* **INPUT MATERIAL**:
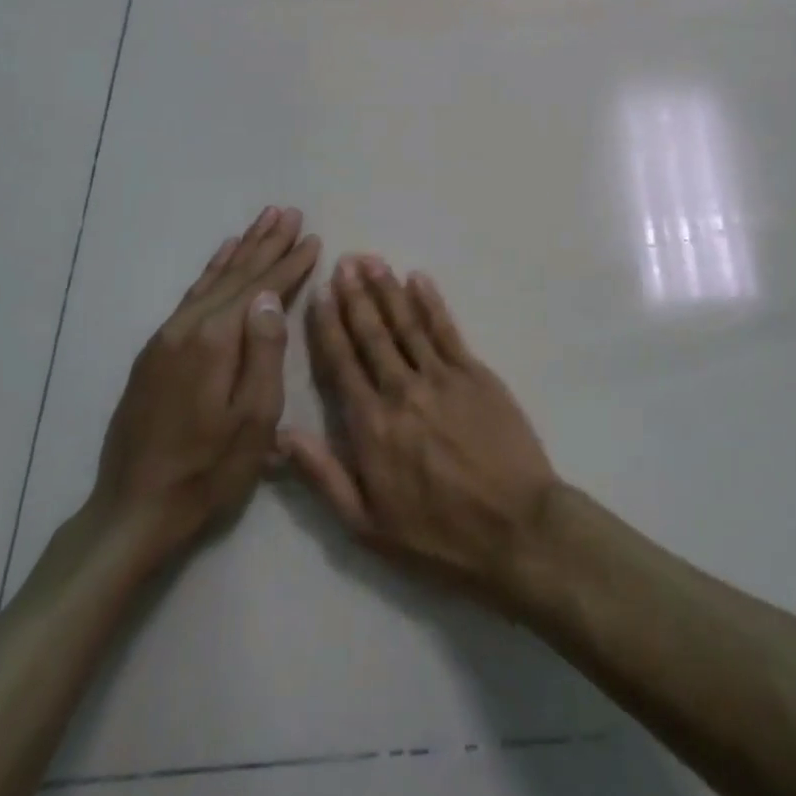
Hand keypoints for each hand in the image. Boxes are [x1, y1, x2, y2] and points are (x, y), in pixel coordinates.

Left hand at [91, 206, 319, 565]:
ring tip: (260, 223)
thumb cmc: (208, 470)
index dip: (289, 262)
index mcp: (214, 341)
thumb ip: (265, 352)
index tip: (312, 236)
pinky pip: (191, 297)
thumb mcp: (254, 418)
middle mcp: (186, 328)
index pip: (260, 287)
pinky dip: (211, 273)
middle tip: (287, 212)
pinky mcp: (154, 354)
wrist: (133, 511)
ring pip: (210, 281)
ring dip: (239, 251)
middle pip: (234, 275)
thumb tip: (271, 296)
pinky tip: (220, 261)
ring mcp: (165, 339)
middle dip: (265, 243)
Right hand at [280, 256, 560, 603]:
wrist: (514, 527)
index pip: (341, 363)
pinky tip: (418, 280)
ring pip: (407, 323)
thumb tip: (281, 435)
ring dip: (387, 289)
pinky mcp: (476, 373)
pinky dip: (431, 302)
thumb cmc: (438, 534)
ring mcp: (442, 377)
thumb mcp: (366, 524)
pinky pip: (447, 330)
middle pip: (372, 334)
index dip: (328, 325)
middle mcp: (401, 391)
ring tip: (371, 261)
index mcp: (370, 425)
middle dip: (355, 295)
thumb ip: (322, 475)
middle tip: (343, 261)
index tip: (319, 293)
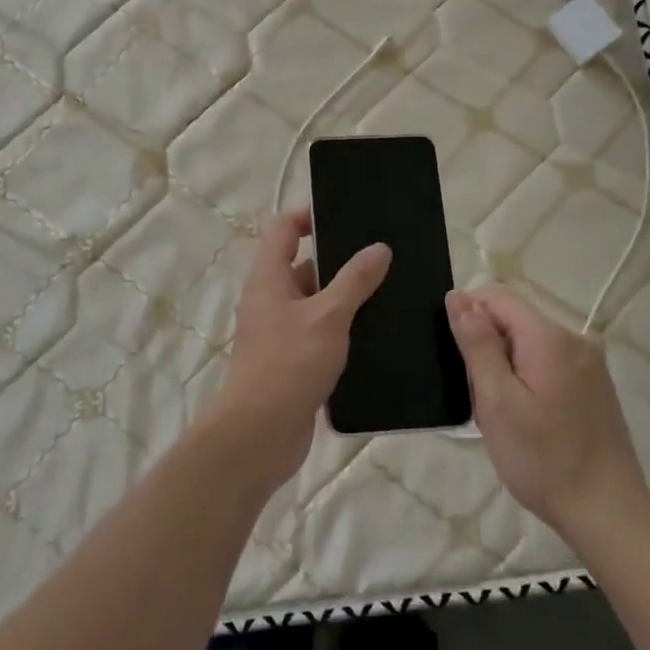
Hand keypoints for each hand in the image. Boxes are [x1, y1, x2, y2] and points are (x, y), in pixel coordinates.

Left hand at [213, 209, 390, 489]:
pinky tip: (376, 334)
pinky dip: (342, 329)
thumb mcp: (328, 316)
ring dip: (345, 298)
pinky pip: (319, 333)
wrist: (260, 433)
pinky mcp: (291, 360)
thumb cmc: (289, 364)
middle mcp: (269, 299)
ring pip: (315, 303)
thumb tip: (379, 248)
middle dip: (340, 261)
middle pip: (303, 265)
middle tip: (381, 256)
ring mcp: (279, 332)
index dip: (309, 216)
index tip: (346, 216)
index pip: (283, 229)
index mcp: (268, 278)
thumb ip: (355, 280)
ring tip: (389, 292)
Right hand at [446, 288, 649, 544]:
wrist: (607, 513)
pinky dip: (526, 378)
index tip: (453, 354)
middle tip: (477, 396)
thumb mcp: (497, 401)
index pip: (498, 297)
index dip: (467, 312)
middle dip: (486, 346)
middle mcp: (575, 339)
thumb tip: (458, 297)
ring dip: (505, 365)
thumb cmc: (543, 459)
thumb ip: (477, 344)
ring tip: (498, 413)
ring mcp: (589, 363)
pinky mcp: (594, 385)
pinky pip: (548, 362)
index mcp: (550, 337)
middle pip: (515, 319)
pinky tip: (524, 418)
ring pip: (529, 343)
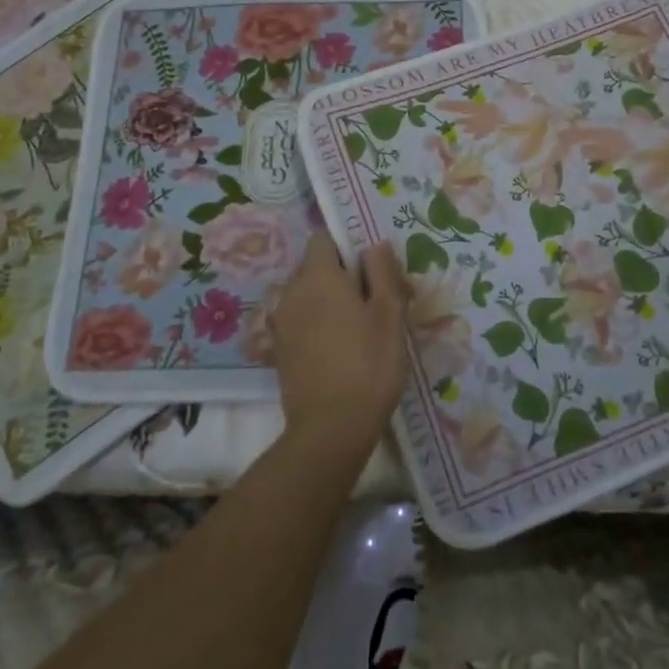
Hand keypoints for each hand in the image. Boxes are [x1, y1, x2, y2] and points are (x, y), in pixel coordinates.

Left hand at [269, 233, 409, 463]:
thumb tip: (374, 244)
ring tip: (359, 326)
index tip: (371, 266)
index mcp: (317, 276)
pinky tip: (339, 347)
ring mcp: (280, 322)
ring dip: (328, 300)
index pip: (323, 238)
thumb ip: (382, 271)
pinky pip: (299, 320)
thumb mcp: (389, 313)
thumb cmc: (368, 364)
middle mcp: (291, 292)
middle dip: (341, 274)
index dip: (347, 245)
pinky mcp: (278, 349)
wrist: (330, 429)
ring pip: (306, 294)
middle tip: (374, 299)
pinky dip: (316, 323)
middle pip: (314, 266)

* **TASK BRIEF**: Give every line of the material that includes the string "Left".

* **RESULT**:
Left hand at [91, 206, 319, 565]:
Left hand at [213, 209, 390, 489]:
Left hand at [269, 233, 409, 463]:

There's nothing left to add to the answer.